WHAT YOU ARE ASKED TO DO
Copy each line of the following data that contains "true".

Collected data
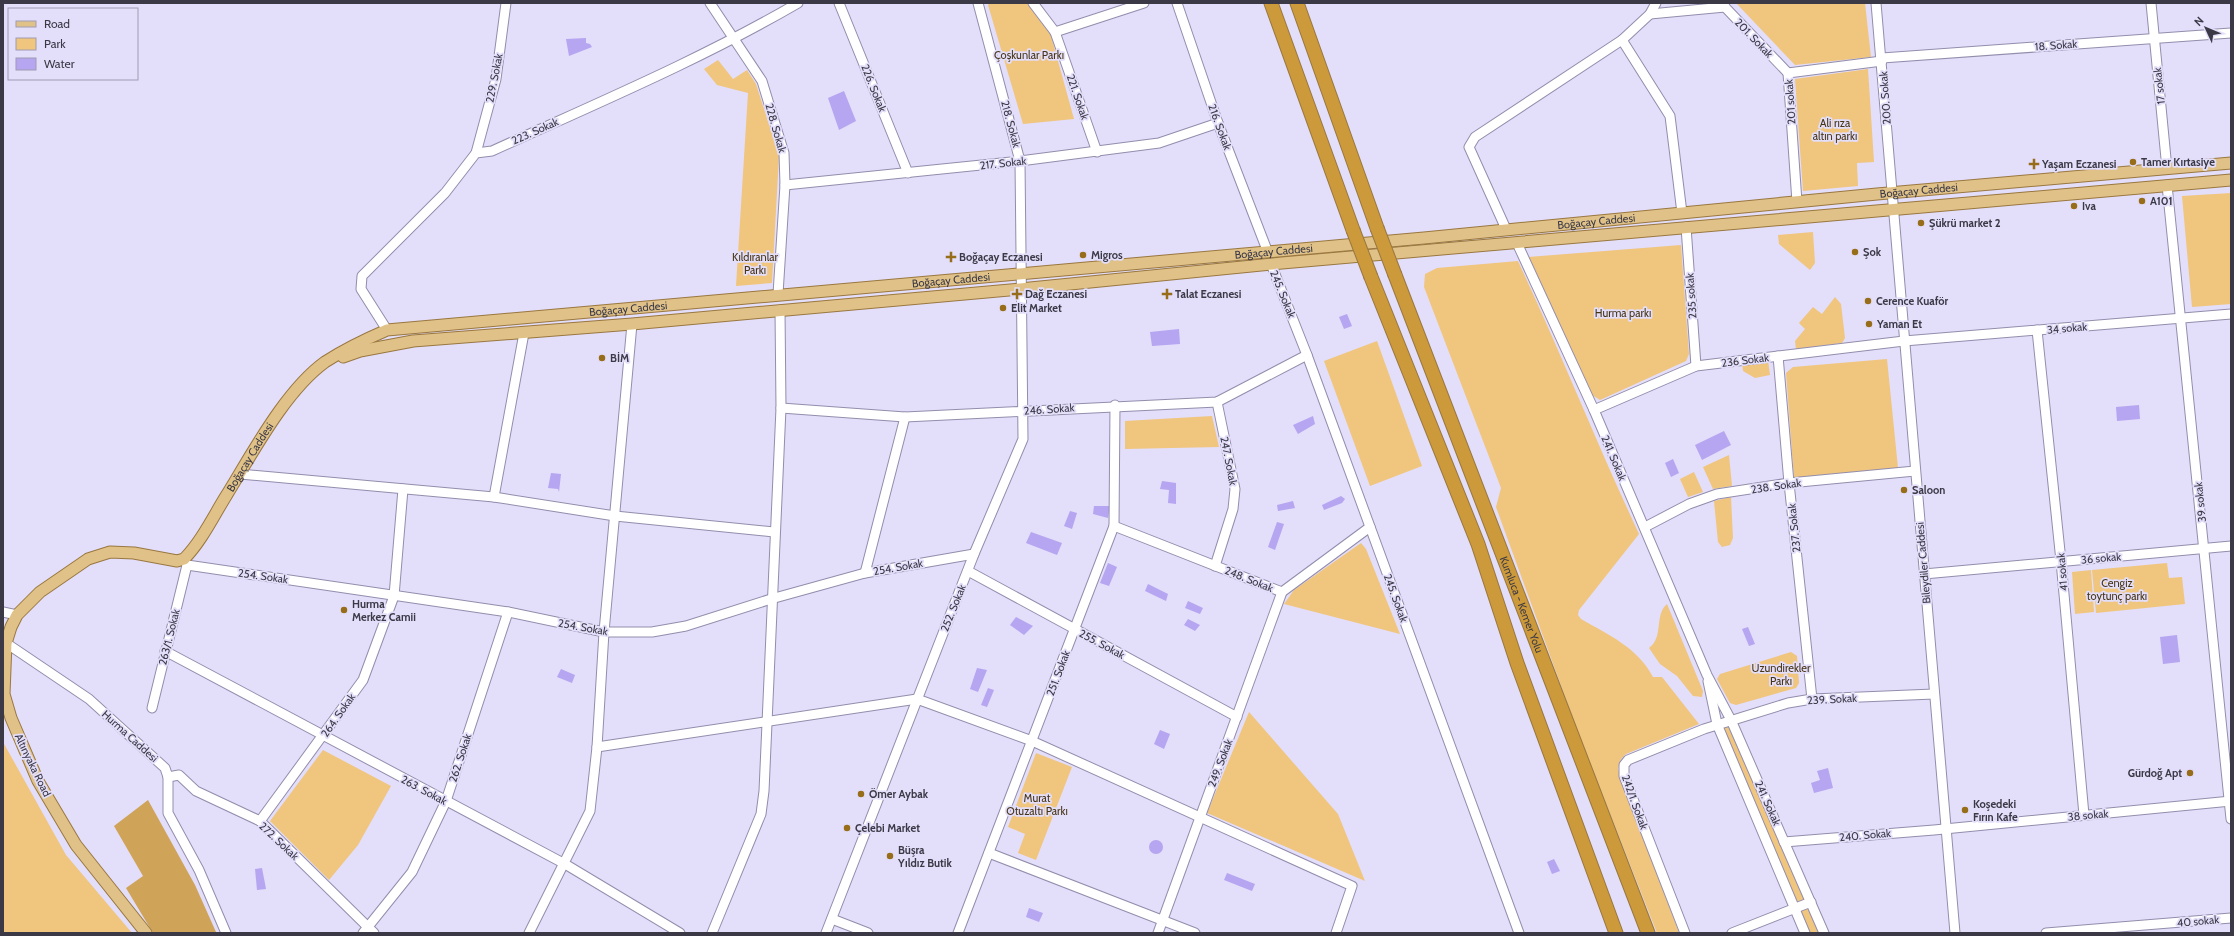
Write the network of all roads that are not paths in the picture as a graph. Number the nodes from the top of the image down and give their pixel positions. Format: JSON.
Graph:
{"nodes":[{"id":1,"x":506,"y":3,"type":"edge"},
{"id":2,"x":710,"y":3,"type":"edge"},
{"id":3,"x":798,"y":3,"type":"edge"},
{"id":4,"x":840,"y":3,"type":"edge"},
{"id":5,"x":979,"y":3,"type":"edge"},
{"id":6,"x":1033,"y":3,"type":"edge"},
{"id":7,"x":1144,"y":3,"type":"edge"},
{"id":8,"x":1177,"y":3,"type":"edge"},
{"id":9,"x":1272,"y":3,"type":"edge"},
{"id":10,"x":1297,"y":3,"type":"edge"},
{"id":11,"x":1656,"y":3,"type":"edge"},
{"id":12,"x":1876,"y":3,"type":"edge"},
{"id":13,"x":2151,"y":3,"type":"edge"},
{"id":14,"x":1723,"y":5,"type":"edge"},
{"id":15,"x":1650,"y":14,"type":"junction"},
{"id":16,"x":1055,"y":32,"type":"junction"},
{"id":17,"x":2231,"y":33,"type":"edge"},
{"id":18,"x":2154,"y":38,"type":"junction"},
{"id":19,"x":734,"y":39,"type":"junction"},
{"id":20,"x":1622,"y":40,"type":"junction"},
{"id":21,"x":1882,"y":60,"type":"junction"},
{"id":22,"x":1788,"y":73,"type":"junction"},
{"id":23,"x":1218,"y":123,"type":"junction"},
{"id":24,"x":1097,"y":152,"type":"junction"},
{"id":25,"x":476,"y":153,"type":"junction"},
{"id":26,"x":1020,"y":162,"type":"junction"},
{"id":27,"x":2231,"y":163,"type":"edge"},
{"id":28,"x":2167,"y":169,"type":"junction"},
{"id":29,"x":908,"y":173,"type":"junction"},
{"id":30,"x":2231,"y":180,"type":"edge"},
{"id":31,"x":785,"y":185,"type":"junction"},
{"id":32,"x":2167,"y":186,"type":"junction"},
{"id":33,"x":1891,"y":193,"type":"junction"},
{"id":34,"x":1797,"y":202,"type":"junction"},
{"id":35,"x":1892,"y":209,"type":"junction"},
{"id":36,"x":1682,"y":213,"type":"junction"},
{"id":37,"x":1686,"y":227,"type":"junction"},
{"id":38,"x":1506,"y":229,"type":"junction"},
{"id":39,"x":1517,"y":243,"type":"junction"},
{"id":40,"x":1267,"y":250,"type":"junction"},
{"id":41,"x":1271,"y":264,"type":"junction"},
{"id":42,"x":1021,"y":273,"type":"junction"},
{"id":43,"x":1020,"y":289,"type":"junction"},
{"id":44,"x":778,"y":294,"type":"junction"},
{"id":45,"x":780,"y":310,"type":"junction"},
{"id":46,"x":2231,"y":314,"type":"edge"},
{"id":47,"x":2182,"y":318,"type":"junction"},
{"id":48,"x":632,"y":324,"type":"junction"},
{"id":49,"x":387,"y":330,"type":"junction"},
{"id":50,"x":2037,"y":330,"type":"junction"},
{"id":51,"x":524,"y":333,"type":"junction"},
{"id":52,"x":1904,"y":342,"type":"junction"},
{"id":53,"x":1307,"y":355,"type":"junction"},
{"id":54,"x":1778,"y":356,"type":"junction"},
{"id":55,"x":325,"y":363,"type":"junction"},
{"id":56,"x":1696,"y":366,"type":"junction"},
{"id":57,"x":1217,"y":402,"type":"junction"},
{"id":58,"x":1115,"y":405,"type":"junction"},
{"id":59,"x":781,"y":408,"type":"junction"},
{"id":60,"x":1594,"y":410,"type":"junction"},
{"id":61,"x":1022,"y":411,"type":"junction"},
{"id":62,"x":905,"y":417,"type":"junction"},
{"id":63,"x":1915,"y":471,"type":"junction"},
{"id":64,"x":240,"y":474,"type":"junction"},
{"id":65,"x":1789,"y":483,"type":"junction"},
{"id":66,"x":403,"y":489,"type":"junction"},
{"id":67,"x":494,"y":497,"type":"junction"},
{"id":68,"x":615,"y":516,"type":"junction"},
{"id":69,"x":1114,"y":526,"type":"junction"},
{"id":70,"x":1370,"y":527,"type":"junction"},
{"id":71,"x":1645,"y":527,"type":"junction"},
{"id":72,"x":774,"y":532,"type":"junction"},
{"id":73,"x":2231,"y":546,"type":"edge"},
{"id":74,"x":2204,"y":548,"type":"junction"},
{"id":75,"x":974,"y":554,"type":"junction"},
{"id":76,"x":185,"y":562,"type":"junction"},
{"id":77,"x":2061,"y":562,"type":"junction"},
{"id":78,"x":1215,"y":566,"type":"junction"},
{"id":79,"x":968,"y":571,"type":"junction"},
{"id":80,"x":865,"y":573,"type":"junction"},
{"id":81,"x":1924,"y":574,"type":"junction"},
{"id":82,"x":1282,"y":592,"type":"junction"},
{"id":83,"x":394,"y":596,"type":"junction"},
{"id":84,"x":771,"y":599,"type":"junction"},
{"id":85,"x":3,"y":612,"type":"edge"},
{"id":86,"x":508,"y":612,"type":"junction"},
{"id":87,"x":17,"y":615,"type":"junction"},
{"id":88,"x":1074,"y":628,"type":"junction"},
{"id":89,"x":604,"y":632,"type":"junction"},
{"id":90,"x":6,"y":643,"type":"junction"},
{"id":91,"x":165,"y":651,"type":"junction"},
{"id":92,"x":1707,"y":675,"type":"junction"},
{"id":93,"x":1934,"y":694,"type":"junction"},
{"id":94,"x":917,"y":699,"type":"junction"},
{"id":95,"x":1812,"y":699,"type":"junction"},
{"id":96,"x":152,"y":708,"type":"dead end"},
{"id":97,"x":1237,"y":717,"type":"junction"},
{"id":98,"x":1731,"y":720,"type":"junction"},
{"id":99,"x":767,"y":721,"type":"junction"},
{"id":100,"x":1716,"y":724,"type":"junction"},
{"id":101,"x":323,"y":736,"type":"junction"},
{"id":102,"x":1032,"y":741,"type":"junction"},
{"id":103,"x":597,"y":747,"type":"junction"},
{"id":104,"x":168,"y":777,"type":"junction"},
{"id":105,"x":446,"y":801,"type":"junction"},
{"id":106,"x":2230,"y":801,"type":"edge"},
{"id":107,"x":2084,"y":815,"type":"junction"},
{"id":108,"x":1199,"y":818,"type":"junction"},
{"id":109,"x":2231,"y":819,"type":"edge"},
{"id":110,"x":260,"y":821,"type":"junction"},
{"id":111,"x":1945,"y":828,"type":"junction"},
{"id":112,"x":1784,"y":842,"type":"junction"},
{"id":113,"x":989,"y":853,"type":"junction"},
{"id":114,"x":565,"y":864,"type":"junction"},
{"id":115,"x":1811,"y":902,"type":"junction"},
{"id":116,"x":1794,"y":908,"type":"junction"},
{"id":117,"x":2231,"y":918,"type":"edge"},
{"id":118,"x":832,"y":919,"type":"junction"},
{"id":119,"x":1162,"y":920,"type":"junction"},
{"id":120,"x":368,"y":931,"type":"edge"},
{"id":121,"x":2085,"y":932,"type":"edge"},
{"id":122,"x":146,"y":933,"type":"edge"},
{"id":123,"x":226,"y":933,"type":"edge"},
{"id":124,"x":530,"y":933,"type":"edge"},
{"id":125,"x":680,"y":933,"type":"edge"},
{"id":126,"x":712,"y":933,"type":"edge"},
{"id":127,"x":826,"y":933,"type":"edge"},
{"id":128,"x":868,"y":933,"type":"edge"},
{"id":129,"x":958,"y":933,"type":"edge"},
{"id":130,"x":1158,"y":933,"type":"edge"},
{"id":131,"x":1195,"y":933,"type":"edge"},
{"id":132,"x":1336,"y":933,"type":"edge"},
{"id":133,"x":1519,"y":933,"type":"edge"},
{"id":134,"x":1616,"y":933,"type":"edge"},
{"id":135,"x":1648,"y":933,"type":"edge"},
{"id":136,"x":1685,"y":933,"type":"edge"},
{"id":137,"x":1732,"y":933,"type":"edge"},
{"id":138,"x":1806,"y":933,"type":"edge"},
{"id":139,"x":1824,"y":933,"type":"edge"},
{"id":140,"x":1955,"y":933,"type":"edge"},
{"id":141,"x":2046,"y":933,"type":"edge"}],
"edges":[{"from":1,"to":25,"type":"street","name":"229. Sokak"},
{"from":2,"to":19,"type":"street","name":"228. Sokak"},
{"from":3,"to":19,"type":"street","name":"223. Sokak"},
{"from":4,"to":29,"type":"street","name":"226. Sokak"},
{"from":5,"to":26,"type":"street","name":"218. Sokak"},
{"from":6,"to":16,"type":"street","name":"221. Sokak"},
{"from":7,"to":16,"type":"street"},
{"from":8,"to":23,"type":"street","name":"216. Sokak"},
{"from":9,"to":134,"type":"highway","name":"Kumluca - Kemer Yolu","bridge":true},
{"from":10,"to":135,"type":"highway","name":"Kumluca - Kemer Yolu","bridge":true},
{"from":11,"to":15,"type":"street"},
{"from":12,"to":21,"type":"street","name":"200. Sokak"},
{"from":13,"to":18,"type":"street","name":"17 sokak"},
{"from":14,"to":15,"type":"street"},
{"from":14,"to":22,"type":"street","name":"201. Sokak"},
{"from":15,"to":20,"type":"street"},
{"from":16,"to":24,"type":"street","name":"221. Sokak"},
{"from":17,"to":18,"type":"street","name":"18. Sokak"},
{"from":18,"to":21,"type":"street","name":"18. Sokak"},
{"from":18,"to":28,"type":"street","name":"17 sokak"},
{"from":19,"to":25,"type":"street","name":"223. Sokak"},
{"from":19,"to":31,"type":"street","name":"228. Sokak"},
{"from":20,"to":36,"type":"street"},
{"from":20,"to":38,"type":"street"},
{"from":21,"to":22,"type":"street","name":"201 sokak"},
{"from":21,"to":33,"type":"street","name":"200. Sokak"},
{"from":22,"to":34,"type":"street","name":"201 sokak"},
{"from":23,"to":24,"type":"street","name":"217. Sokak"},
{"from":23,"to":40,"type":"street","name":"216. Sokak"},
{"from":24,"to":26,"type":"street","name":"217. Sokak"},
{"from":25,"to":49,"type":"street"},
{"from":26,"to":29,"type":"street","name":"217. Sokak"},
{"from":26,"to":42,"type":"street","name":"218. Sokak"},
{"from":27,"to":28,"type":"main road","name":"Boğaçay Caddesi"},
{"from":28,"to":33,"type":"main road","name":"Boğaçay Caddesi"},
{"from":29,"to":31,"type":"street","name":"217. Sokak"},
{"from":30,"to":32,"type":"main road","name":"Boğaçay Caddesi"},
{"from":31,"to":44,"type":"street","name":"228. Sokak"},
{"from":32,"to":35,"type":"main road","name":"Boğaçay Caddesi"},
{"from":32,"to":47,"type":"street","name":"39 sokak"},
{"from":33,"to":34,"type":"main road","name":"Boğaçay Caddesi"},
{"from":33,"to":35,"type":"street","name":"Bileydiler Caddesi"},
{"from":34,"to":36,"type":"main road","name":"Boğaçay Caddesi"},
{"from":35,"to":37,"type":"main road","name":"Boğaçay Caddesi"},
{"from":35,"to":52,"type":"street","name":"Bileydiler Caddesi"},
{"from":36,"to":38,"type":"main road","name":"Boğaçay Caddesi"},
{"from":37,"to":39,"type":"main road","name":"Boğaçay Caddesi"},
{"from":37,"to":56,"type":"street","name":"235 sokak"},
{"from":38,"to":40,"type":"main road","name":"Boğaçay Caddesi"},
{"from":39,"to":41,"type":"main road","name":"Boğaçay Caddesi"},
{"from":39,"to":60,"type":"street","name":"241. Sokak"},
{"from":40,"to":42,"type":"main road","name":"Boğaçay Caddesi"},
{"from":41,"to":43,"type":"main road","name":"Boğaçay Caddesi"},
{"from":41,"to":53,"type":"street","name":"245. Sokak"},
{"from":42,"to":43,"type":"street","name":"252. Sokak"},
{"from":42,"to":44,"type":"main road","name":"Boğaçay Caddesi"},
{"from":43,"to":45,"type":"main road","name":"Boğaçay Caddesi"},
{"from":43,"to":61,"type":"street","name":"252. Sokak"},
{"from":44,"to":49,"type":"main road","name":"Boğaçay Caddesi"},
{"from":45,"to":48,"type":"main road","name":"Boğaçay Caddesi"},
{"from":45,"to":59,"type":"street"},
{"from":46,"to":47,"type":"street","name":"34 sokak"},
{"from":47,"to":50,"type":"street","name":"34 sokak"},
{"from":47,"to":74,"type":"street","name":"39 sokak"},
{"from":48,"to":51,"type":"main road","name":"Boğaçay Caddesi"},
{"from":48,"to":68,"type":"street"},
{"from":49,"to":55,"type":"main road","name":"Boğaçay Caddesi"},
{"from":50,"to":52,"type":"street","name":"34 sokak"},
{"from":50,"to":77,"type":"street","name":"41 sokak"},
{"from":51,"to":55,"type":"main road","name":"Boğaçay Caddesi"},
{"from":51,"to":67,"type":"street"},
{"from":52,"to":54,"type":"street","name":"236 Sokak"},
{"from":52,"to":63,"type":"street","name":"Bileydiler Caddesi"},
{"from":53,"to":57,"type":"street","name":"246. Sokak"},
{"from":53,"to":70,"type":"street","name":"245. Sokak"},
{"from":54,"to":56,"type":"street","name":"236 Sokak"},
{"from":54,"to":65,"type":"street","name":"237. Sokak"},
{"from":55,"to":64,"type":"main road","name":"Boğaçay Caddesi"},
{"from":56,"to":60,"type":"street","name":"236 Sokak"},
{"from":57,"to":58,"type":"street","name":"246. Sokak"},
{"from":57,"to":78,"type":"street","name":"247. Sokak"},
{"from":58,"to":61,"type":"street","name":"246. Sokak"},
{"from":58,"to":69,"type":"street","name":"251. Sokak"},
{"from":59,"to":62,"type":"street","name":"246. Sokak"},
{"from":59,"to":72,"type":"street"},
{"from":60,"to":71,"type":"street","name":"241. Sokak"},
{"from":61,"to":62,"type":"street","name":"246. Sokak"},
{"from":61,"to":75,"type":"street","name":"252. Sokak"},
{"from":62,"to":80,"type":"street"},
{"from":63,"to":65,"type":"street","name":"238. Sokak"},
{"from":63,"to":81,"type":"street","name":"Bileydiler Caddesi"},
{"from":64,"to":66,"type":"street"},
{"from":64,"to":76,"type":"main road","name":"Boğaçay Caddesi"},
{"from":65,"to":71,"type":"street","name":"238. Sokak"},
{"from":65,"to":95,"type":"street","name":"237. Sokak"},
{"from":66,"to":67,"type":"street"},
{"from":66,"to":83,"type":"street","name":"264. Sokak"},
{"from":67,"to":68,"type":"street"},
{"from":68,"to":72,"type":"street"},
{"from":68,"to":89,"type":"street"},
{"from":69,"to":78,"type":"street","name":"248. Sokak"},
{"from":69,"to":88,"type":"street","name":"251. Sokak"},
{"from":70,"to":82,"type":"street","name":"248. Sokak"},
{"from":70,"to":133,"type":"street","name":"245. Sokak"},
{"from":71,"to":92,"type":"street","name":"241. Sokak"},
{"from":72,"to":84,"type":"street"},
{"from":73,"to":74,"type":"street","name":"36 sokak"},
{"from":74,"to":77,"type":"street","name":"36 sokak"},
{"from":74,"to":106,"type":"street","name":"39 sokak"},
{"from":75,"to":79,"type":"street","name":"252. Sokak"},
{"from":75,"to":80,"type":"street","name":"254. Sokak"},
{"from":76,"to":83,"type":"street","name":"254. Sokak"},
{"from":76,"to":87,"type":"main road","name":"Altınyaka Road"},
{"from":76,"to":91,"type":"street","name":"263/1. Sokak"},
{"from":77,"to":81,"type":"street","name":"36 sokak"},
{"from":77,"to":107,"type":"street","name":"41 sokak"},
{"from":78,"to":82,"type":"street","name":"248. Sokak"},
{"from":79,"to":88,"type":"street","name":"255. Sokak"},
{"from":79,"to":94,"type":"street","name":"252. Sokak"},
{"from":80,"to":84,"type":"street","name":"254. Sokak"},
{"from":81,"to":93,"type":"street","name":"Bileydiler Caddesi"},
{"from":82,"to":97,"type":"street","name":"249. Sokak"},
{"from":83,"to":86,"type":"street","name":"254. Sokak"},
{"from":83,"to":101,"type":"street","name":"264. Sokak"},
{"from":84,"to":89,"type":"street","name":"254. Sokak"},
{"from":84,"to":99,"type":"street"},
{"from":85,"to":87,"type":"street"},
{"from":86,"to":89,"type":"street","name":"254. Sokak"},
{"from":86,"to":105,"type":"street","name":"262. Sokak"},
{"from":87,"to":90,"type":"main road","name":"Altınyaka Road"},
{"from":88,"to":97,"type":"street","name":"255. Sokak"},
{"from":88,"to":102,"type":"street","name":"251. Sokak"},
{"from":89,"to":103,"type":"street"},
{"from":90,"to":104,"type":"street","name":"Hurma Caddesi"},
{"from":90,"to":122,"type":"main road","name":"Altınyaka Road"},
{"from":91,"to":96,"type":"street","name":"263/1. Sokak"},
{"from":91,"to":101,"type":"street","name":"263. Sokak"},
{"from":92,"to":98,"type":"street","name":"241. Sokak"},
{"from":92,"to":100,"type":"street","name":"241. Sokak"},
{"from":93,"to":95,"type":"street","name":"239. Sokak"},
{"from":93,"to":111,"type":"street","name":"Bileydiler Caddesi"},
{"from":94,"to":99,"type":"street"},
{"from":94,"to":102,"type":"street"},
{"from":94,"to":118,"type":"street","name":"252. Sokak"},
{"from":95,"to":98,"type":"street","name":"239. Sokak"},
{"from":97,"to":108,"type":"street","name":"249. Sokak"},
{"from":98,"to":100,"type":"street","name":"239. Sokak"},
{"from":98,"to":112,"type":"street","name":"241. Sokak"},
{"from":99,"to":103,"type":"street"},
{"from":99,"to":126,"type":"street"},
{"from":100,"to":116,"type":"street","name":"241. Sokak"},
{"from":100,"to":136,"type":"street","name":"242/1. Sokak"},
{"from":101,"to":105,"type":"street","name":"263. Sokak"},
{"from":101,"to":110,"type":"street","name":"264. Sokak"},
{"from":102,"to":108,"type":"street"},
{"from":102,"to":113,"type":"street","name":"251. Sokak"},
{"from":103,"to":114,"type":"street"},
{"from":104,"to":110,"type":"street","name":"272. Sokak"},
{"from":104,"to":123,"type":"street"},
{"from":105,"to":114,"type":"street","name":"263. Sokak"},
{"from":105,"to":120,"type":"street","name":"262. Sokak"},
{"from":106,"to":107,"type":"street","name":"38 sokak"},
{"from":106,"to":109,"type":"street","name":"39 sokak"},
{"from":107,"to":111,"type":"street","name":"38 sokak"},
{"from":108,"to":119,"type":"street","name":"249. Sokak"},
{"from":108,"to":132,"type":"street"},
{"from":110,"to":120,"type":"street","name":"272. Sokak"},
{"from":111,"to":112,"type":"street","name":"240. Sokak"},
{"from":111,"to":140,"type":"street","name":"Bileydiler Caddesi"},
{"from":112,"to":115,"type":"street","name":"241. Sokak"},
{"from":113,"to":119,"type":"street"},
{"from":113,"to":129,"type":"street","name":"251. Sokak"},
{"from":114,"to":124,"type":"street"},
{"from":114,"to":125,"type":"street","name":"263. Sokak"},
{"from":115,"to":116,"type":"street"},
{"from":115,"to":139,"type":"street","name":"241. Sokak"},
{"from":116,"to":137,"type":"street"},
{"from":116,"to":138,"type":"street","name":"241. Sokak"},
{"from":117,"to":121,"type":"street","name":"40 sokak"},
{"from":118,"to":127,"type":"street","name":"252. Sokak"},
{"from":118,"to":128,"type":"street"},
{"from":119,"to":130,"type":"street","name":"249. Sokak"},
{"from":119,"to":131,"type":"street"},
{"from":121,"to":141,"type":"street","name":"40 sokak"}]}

RESPONSE AREA
{"from":9,"to":134,"type":"highway","name":"Kumluca - Kemer Yolu","bridge":true},
{"from":10,"to":135,"type":"highway","name":"Kumluca - Kemer Yolu","bridge":true},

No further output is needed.